----- RECORDS
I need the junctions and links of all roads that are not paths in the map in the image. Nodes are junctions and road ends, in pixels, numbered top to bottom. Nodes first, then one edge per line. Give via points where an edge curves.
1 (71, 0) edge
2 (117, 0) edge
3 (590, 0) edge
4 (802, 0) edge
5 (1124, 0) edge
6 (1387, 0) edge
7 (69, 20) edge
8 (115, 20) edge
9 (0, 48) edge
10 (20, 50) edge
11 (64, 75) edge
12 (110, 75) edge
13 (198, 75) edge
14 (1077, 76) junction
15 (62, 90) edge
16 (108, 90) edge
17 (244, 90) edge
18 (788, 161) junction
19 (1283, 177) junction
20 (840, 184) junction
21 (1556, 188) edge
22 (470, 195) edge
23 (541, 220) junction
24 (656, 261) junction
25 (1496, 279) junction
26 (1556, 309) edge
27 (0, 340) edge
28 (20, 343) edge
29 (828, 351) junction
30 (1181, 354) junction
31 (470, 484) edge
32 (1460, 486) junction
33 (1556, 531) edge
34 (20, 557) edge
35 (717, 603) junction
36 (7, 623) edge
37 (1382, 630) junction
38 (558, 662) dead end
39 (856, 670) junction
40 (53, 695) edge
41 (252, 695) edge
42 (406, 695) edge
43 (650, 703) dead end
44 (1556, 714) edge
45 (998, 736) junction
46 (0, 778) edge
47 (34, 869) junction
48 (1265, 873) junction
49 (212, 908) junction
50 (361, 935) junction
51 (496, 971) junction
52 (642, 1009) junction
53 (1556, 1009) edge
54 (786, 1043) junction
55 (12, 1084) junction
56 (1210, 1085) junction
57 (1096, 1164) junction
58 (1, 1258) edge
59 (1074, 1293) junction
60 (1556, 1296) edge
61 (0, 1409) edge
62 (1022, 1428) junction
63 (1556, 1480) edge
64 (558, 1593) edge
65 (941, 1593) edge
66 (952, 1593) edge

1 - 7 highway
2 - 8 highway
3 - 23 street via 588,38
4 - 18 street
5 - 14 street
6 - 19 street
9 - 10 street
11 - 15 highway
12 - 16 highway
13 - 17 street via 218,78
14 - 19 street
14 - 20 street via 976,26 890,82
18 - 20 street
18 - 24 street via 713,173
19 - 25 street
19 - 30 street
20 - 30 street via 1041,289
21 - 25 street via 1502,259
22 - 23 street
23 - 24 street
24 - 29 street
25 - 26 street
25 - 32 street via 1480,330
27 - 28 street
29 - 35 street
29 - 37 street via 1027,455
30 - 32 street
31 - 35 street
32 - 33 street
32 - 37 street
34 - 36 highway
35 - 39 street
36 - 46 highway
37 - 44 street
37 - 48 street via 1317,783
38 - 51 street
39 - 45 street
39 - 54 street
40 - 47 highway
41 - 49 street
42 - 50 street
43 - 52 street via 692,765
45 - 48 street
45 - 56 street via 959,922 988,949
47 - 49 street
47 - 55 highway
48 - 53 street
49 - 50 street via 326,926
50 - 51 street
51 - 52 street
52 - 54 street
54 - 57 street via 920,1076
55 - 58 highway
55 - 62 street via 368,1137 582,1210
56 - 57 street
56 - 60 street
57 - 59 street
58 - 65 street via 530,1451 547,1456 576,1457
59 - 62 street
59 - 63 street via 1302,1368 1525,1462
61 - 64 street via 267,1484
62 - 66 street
----------
Please reproduce every record shown above, exactly as written.

I need the junctions and links of all roads that are not paths in the map in the image. Nodes are junctions and road ends, in pixels, numbered top to bottom. Nodes first, then one edge per line. Give via points where an edge curves.
1 (71, 0) edge
2 (117, 0) edge
3 (590, 0) edge
4 (802, 0) edge
5 (1124, 0) edge
6 (1387, 0) edge
7 (69, 20) edge
8 (115, 20) edge
9 (0, 48) edge
10 (20, 50) edge
11 (64, 75) edge
12 (110, 75) edge
13 (198, 75) edge
14 (1077, 76) junction
15 (62, 90) edge
16 (108, 90) edge
17 (244, 90) edge
18 (788, 161) junction
19 (1283, 177) junction
20 (840, 184) junction
21 (1556, 188) edge
22 (470, 195) edge
23 (541, 220) junction
24 (656, 261) junction
25 (1496, 279) junction
26 (1556, 309) edge
27 (0, 340) edge
28 (20, 343) edge
29 (828, 351) junction
30 (1181, 354) junction
31 (470, 484) edge
32 (1460, 486) junction
33 (1556, 531) edge
34 (20, 557) edge
35 (717, 603) junction
36 (7, 623) edge
37 (1382, 630) junction
38 (558, 662) dead end
39 (856, 670) junction
40 (53, 695) edge
41 (252, 695) edge
42 (406, 695) edge
43 (650, 703) dead end
44 (1556, 714) edge
45 (998, 736) junction
46 (0, 778) edge
47 (34, 869) junction
48 (1265, 873) junction
49 (212, 908) junction
50 (361, 935) junction
51 (496, 971) junction
52 (642, 1009) junction
53 (1556, 1009) edge
54 (786, 1043) junction
55 (12, 1084) junction
56 (1210, 1085) junction
57 (1096, 1164) junction
58 (1, 1258) edge
59 (1074, 1293) junction
60 (1556, 1296) edge
61 (0, 1409) edge
62 (1022, 1428) junction
63 (1556, 1480) edge
64 (558, 1593) edge
65 (941, 1593) edge
66 (952, 1593) edge

1 - 7 highway
2 - 8 highway
3 - 23 street via 588,38
4 - 18 street
5 - 14 street
6 - 19 street
9 - 10 street
11 - 15 highway
12 - 16 highway
13 - 17 street via 218,78
14 - 19 street
14 - 20 street via 976,26 890,82
18 - 20 street
18 - 24 street via 713,173
19 - 25 street
19 - 30 street
20 - 30 street via 1041,289
21 - 25 street via 1502,259
22 - 23 street
23 - 24 street
24 - 29 street
25 - 26 street
25 - 32 street via 1480,330
27 - 28 street
29 - 35 street
29 - 37 street via 1027,455
30 - 32 street
31 - 35 street
32 - 33 street
32 - 37 street
34 - 36 highway
35 - 39 street
36 - 46 highway
37 - 44 street
37 - 48 street via 1317,783
38 - 51 street
39 - 45 street
39 - 54 street
40 - 47 highway
41 - 49 street
42 - 50 street
43 - 52 street via 692,765
45 - 48 street
45 - 56 street via 959,922 988,949
47 - 49 street
47 - 55 highway
48 - 53 street
49 - 50 street via 326,926
50 - 51 street
51 - 52 street
52 - 54 street
54 - 57 street via 920,1076
55 - 58 highway
55 - 62 street via 368,1137 582,1210
56 - 57 street
56 - 60 street
57 - 59 street
58 - 65 street via 530,1451 547,1456 576,1457
59 - 62 street
59 - 63 street via 1302,1368 1525,1462
61 - 64 street via 267,1484
62 - 66 street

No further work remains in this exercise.